Agreed. Do you think that people who find police violence general justified saw a problem with almost any of the videos of black men and women getting shot by the cops?
Again, at what point does it just become another layer of torture porn, versus awareness raising?
She apparently chooses not to be miserable. Instead she’s making her own life better by having a more enlightened mindset than fury. Thus, she wins, and those who would profit or advance their own agendas through her fury and misery can go suck eggs.
That being said, I’d probably still be furious too. Being able to see the benefits of enlightenment does not equate to being able to achieve it under all circumstances.
And to not feel forgiven means to steel yourself in “what’s done is done”. Or maybe not, because the point you’re making is basically “you liberals are subconsciously evil and this will let you ignore it” … and that’s a point mostly made to establish that you have, unlike the liberals, seen the light.
Honestly I don’t think we’d even be having a national discussion about police violence against POC if it weren’t for all the widely distributed footage of officers brutalizing unarmed black people.
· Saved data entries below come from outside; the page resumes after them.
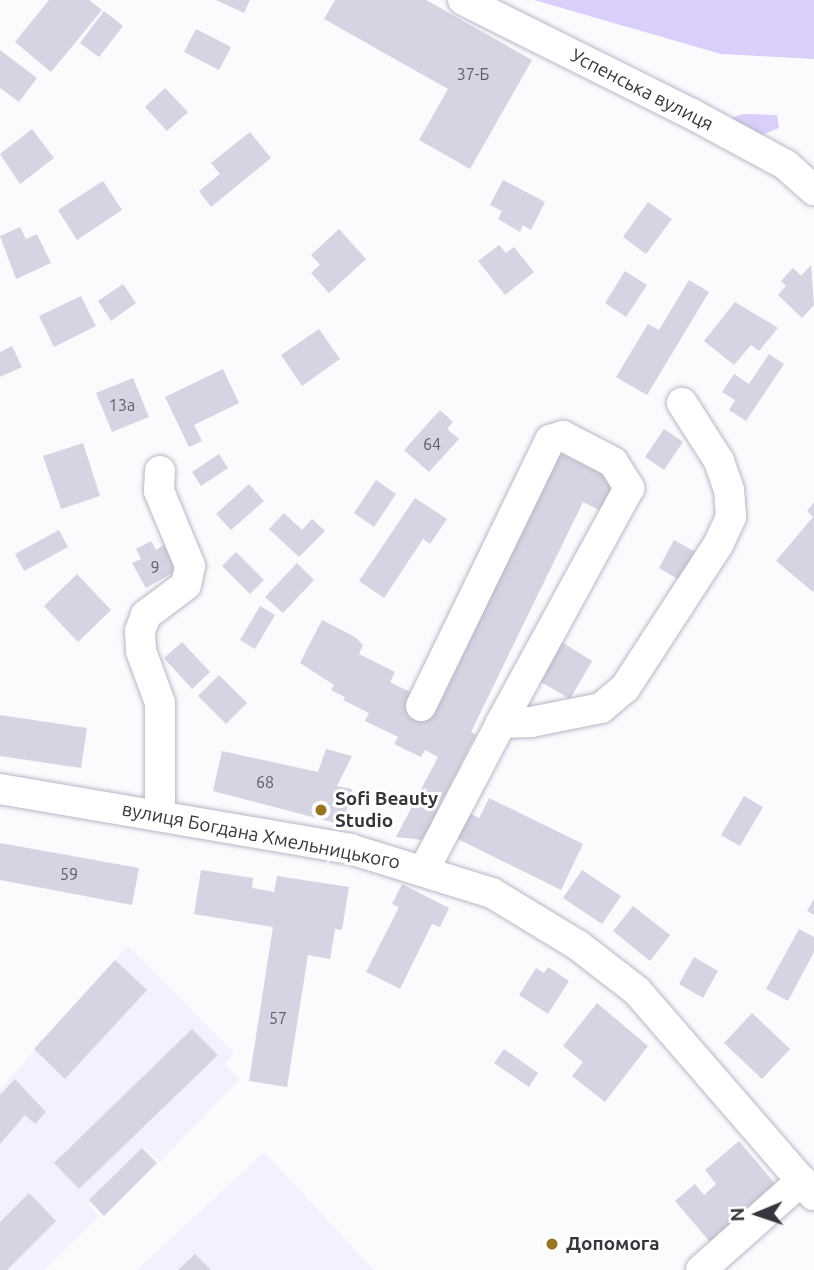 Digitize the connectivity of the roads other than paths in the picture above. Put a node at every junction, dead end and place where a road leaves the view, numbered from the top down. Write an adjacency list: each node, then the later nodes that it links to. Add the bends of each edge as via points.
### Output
1 (463, 0): 2 (street, Успенська вулиця, via 786,165)
2 (814, 190)
3 (681, 403): 6 (street, via 719,461 729,490 731,517 718,545 625,688 601,708)
4 (159, 471): 8 (street, via 159,492 190,566 186,584 146,615 139,631 141,651 160,704)
5 (421, 706): 6 (street, via 550,440 563,436 613,462 629,488)
6 (501, 723): 9 (street)
7 (0, 789): 8 (street, вулиця Богдана Хмельницького)
8 (160, 815): 9 (street, вулиця Богдана Хмельницького, via 350,849)
9 (425, 868): 10 (street, вулиця Богдана Хмельницького, via 492,893 579,946 638,991)
10 (808, 1187): 11 (street)
11 (701, 1270) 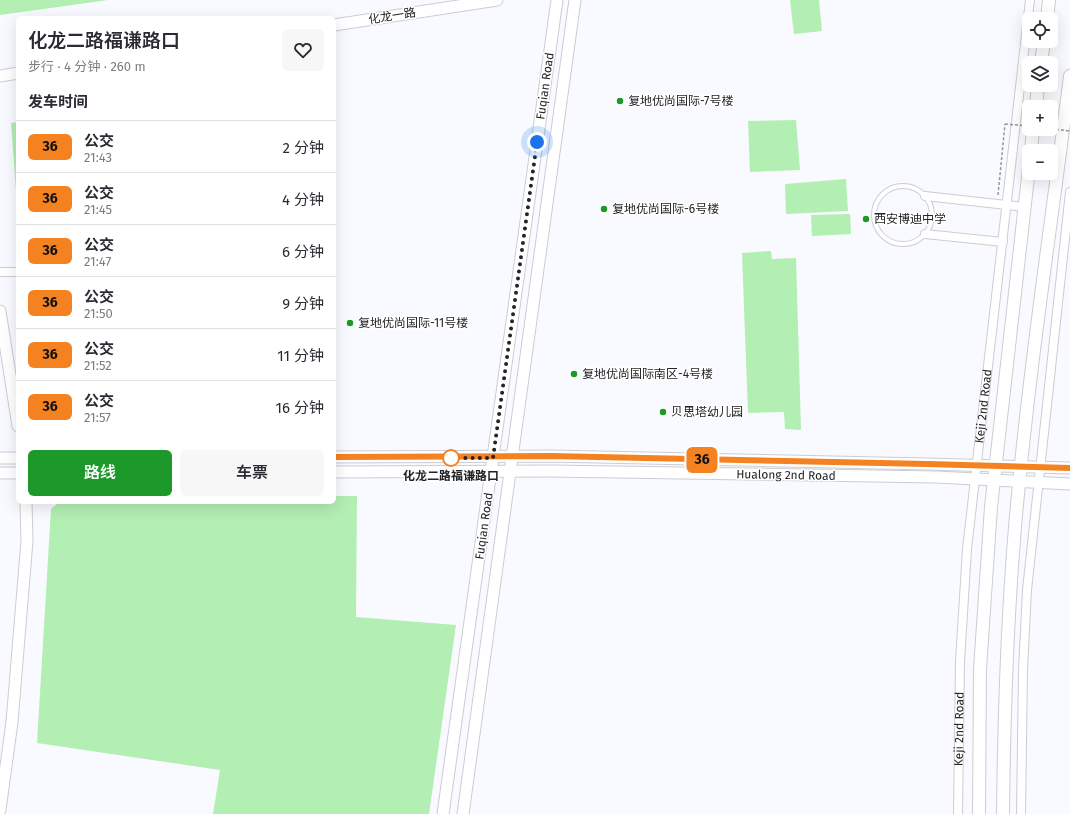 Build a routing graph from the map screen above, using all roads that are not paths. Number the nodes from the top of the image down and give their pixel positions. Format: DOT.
graph roads {
  1 [pos="497,0"];
  2 [pos="557,0"];
  3 [pos="575,0"];
  4 [pos="1030,0"];
  5 [pos="1049,0"];
  6 [pos="1048,12"];
  7 [pos="336,25"];
  8 [pos="16,73"];
  9 [pos="0,76"];
  10 [pos="1070,76"];
  11 [pos="1028,180"];
  12 [pos="1070,192"];
  13 [pos="925,196"];
  14 [pos="1007,204"];
  15 [pos="1025,207"];
  16 [pos="925,234"];
  17 [pos="1003,242"];
  18 [pos="0,272"];
  19 [pos="16,272"];
  20 [pos="0,310"];
  21 [pos="16,413"];
  22 [pos="336,457"];
  23 [pos="512,457"];
  24 [pos="0,458"];
  25 [pos="16,458"];
  26 [pos="493,458"];
  27 [pos="978,465"];
  28 [pos="996,465"];
  29 [pos="1021,467"];
  30 [pos="1040,468"];
  31 [pos="1070,468"];
  32 [pos="510,471"];
  33 [pos="336,472"];
  34 [pos="491,472"];
  35 [pos="0,473"];
  36 [pos="16,473"];
  37 [pos="976,479"];
  38 [pos="994,480"];
  39 [pos="1019,482"];
  40 [pos="1038,484"];
  41 [pos="1070,484"];
  42 [pos="26,504"];
  43 [pos="0,810"];
  44 [pos="443,814"];
  45 [pos="462,814"];
  46 [pos="958,814"];
  47 [pos="979,814"];
  48 [pos="1003,814"];
  49 [pos="1021,814"];
  1 -- 7 [label="street, 化龙一路"];
  2 -- 26 [label="street, Fuqian Road"];
  3 -- 23 [label="street, Fuqian Road"];
  4 -- 14 [label="street, Keji 2nd Road"];
  5 -- 6 [label="main road"];
  8 -- 9 [label="street"];
  10 -- 29 [label="main road"];
  11 -- 15 [label="main road, Keji 2nd Road"];
  12 -- 30 [label="street"];
  13 -- 14 [label="street"];
  13 -- 16 [label="lane"];
  13 -- 16 [label="lane"];
  14 -- 15 [label="street"];
  14 -- 17 [label="street, Keji 2nd Road"];
  15 -- 28 [label="main road, Keji 2nd Road"];
  16 -- 17 [label="street"];
  17 -- 27 [label="street, Keji 2nd Road"];
  18 -- 19 [label="street"];
  20 -- 21 [label="street"];
  22 -- 26 [label="street, Hualong 2nd Road"];
  23 -- 26 [label="street, Hualong 2nd Road"];
  23 -- 27 [label="street, Hualong 2nd Road"];
  23 -- 32 [label="street, Fuqian Road"];
  24 -- 25 [label="street"];
  26 -- 34 [label="street, Fuqian Road"];
  27 -- 28 [label="street, Hualong 2nd Road"];
  27 -- 37 [label="street, Keji 2nd Road"];
  28 -- 29 [label="street, Hualong 2nd Road"];
  28 -- 38 [label="main road, Keji 2nd Road"];
  29 -- 30 [label="street, Hualong 2nd Road"];
  29 -- 39 [label="main road"];
  30 -- 31 [label="street, Hualong 2nd Road"];
  30 -- 40 [label="street"];
  32 -- 34 [label="street, Hualong 2nd Road"];
  32 -- 37 [label="street, Hualong 2nd Road"];
  32 -- 45 [label="street, Fuqian Road"];
  33 -- 34 [label="street, Hualong 2nd Road"];
  34 -- 44 [label="street, Fuqian Road"];
  35 -- 36 [label="street"];
  37 -- 38 [label="street, Hualong 2nd Road"];
  37 -- 46 [label="street, Keji 2nd Road"];
  38 -- 39 [label="street, Hualong 2nd Road"];
  38 -- 47 [label="main road, Keji 2nd Road"];
  39 -- 40 [label="street, Hualong 2nd Road"];
  39 -- 48 [label="main road"];
  40 -- 41 [label="street, Hualong 2nd Road"];
  40 -- 49 [label="street"];
  42 -- 43 [label="street"];
} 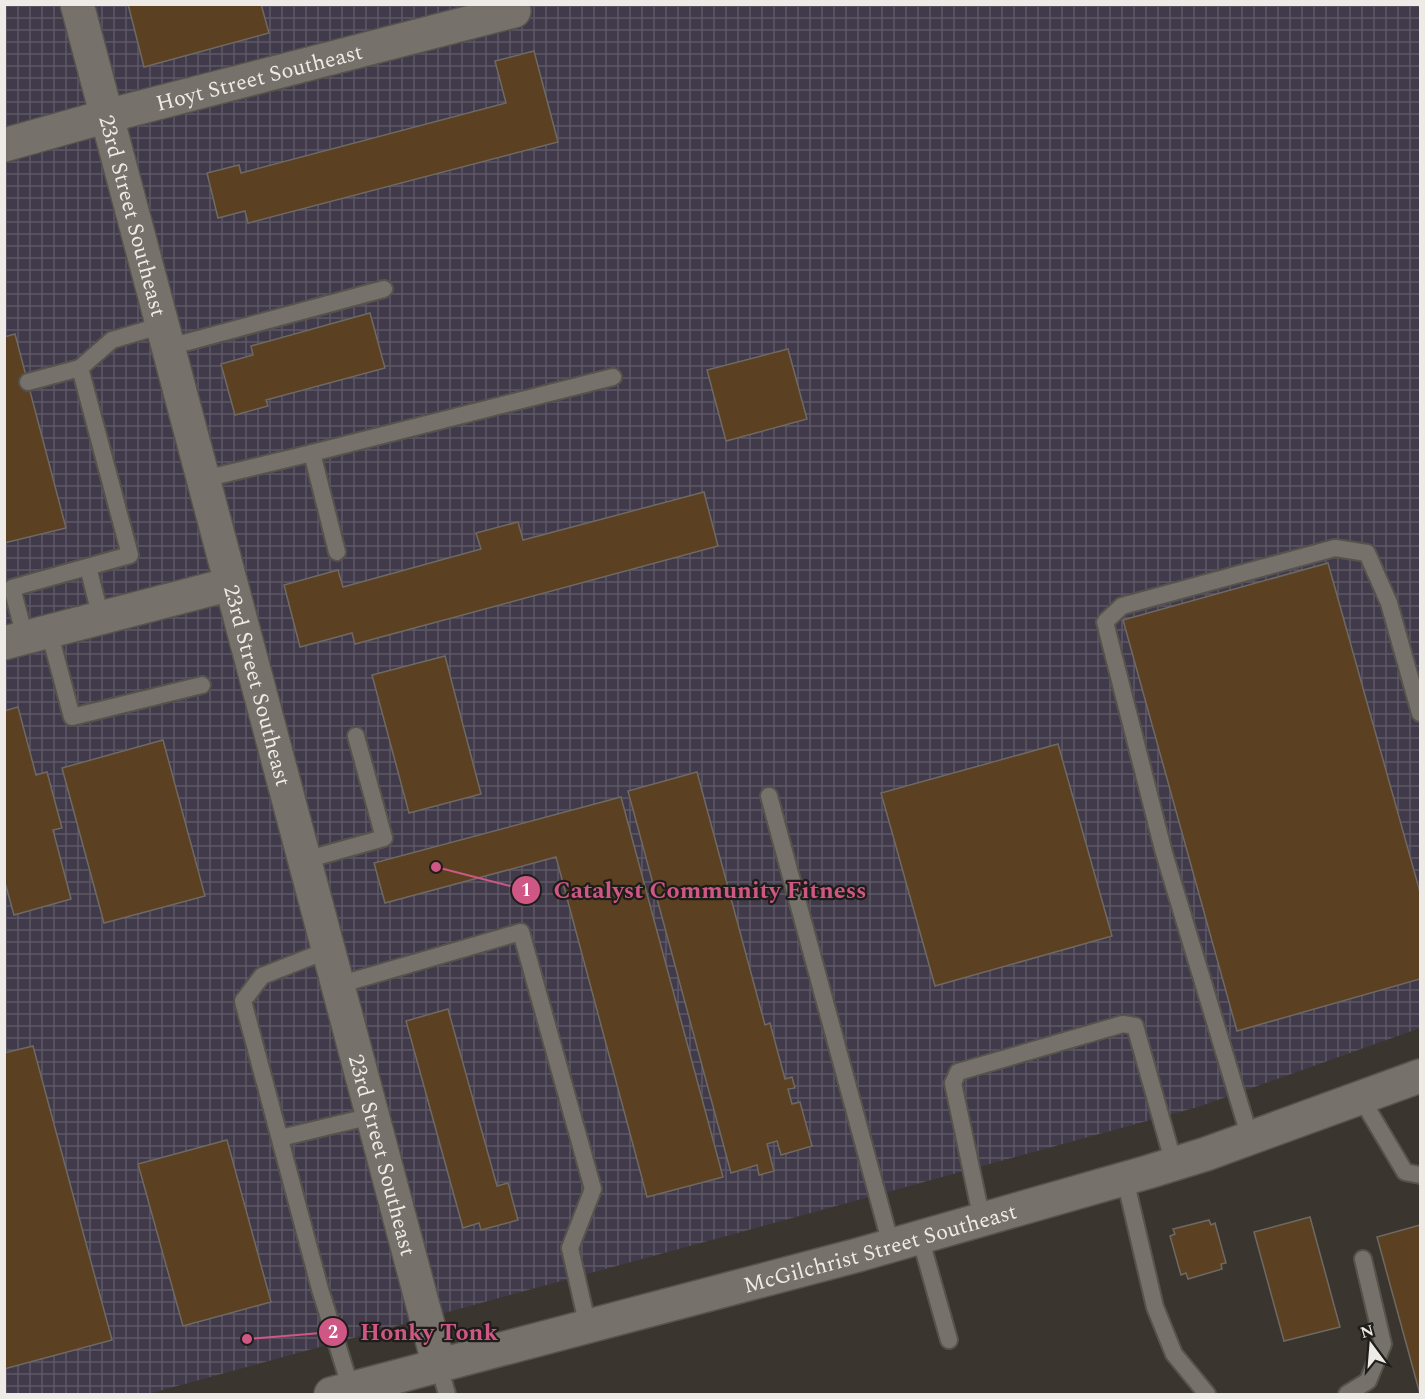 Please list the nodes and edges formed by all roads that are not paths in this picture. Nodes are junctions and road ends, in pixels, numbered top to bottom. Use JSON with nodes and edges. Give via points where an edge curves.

True, little tangible progress has been made by having that discussion—but our chances of fixing the problem are still better than if it had simply been ignored.
Just because someone forgives you doesn’t mean you get to feel absolved. She might have forgiven the actions of others before I was born but that doesn’t mean that I am of the opinion that as a result we don’t have to look at what we, the United States, did during war and resolve to prevent further similar acts.
While this happened long before I was born I don’t feel forgiven. Hers is but one story in a long book of tales of horrible actions towards civilians in the name of my country. I’m responsible for Gitmo and am committed to closing it through my actions, my voice, my votes and my fiscal support. Just because it feels like there’s nothing I can do and even if the prisoners come out with butterflies in their hair and forgiveness flowing like honey doesn’t mean I get to be absolved of anything.
This is before my time (as in before I was born and when I was a baby) but did we really get no pictures like this out of the genocides coming from the disintegration of Yugoslavia?
The “We don’t see pictures like this of POC” bit I mean. I’m no expert in anything even remotely close to this area.